La Serranía, qui est en grande partie une zone protégée, est également la clé du troisième pilier de ce que serait la réactivation économique : le tourisme. L’intention est de créer un couloir qui le relierait à la Ciénaga de Zapatosa, située au sud de Cesar, limitrophe du département de Magdalena. Mais on ne sait encore pas grand-chose de la « restauration écologique participative » à laquelle Minambiente s’est engagé lors de sa visite de 2022.

Le 18 octobre, en réponse à une demande du Contrôleur général de la Nation, le ministère de l’Environnement a déclaré qu’il n’avait pas encore terminé la structuration financière pour exécuter les 26 milliards de dollars du budget 2023 auxquels il s’était engagé. “Compte tenu de ce qui a été déclaré par ce portefeuille ministériel, il est évident qu’à ce jour, il n’existe toujours pas de structure financière liée au programme ‘Corridor minier’ qui fait partie de la stratégie de ‘Transition juste’.” El Espectador a consulté Minambiente pour savoir si au cours des derniers mois il y avait eu des progrès dans l’attribution de ces ressources, mais à la fin de cette édition, il n’avait pas reçu de réponse.

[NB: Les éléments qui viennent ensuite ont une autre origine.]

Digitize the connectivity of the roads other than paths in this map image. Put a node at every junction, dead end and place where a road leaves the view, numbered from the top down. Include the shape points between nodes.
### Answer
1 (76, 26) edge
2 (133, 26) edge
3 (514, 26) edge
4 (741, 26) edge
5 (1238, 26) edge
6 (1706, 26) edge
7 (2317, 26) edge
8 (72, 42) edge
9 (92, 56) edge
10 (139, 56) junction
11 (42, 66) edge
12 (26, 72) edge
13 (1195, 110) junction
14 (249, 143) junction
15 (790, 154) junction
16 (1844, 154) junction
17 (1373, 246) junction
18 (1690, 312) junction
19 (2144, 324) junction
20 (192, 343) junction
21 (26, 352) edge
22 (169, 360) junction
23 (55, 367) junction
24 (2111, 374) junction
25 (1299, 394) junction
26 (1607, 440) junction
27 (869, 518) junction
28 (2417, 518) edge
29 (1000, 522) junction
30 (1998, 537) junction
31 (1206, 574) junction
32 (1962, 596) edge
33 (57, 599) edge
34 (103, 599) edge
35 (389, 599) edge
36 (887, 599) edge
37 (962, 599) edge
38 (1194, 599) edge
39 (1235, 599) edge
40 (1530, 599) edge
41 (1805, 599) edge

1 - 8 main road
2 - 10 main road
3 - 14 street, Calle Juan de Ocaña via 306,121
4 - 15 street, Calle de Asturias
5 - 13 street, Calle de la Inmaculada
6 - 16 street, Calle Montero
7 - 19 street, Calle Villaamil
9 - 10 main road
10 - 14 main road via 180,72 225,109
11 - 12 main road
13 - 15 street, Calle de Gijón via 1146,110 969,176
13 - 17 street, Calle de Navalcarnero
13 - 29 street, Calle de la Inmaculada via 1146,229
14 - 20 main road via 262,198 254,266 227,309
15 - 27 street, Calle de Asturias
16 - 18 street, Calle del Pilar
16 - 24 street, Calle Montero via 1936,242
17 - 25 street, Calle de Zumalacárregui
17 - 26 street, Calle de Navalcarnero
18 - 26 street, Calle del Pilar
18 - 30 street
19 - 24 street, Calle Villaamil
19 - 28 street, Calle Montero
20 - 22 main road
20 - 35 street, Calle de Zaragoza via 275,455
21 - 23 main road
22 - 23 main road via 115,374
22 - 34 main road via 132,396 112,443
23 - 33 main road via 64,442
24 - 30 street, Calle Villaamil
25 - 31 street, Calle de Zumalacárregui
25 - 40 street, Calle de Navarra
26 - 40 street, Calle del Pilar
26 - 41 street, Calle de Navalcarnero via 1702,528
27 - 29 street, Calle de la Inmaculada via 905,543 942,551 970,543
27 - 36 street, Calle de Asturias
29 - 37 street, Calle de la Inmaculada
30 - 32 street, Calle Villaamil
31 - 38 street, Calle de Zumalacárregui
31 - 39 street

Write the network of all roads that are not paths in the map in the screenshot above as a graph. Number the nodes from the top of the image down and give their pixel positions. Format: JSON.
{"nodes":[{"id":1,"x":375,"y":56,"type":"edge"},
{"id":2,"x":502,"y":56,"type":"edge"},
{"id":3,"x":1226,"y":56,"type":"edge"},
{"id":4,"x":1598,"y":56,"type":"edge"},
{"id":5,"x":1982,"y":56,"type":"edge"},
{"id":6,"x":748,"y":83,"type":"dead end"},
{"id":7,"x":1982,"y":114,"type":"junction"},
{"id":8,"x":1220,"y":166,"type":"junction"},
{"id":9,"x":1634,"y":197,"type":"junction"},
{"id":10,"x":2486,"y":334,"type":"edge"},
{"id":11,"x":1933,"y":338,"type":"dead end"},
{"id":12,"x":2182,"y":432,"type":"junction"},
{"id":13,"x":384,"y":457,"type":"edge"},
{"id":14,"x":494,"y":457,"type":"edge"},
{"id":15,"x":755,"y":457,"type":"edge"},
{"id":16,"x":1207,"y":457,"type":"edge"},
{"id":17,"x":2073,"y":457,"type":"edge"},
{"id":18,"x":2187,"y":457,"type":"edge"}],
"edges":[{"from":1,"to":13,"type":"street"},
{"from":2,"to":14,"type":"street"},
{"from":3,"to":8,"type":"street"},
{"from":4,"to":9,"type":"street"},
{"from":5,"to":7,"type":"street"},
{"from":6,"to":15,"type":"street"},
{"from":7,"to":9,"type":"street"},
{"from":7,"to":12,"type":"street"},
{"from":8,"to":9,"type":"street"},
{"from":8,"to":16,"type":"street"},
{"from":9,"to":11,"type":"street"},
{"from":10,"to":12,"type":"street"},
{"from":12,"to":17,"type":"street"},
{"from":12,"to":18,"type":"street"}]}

Le tourisme sera rejoint par d’autres initiatives sur lesquelles travaillent plusieurs associations communautaires de la région, comme la vente de café, de produits à base de cacao et d’artisanat. « Nous avons l’idée, mais nous avons besoin d’argent », déclare l’un des acteurs de ces projets. “Ce que nous demandons au gouvernement national, c’est qu’il vienne, mais qu’il ait défini ce qu’il va faire, car plusieurs ministres sont venus et rien ne s’est produit”, souligne Castro.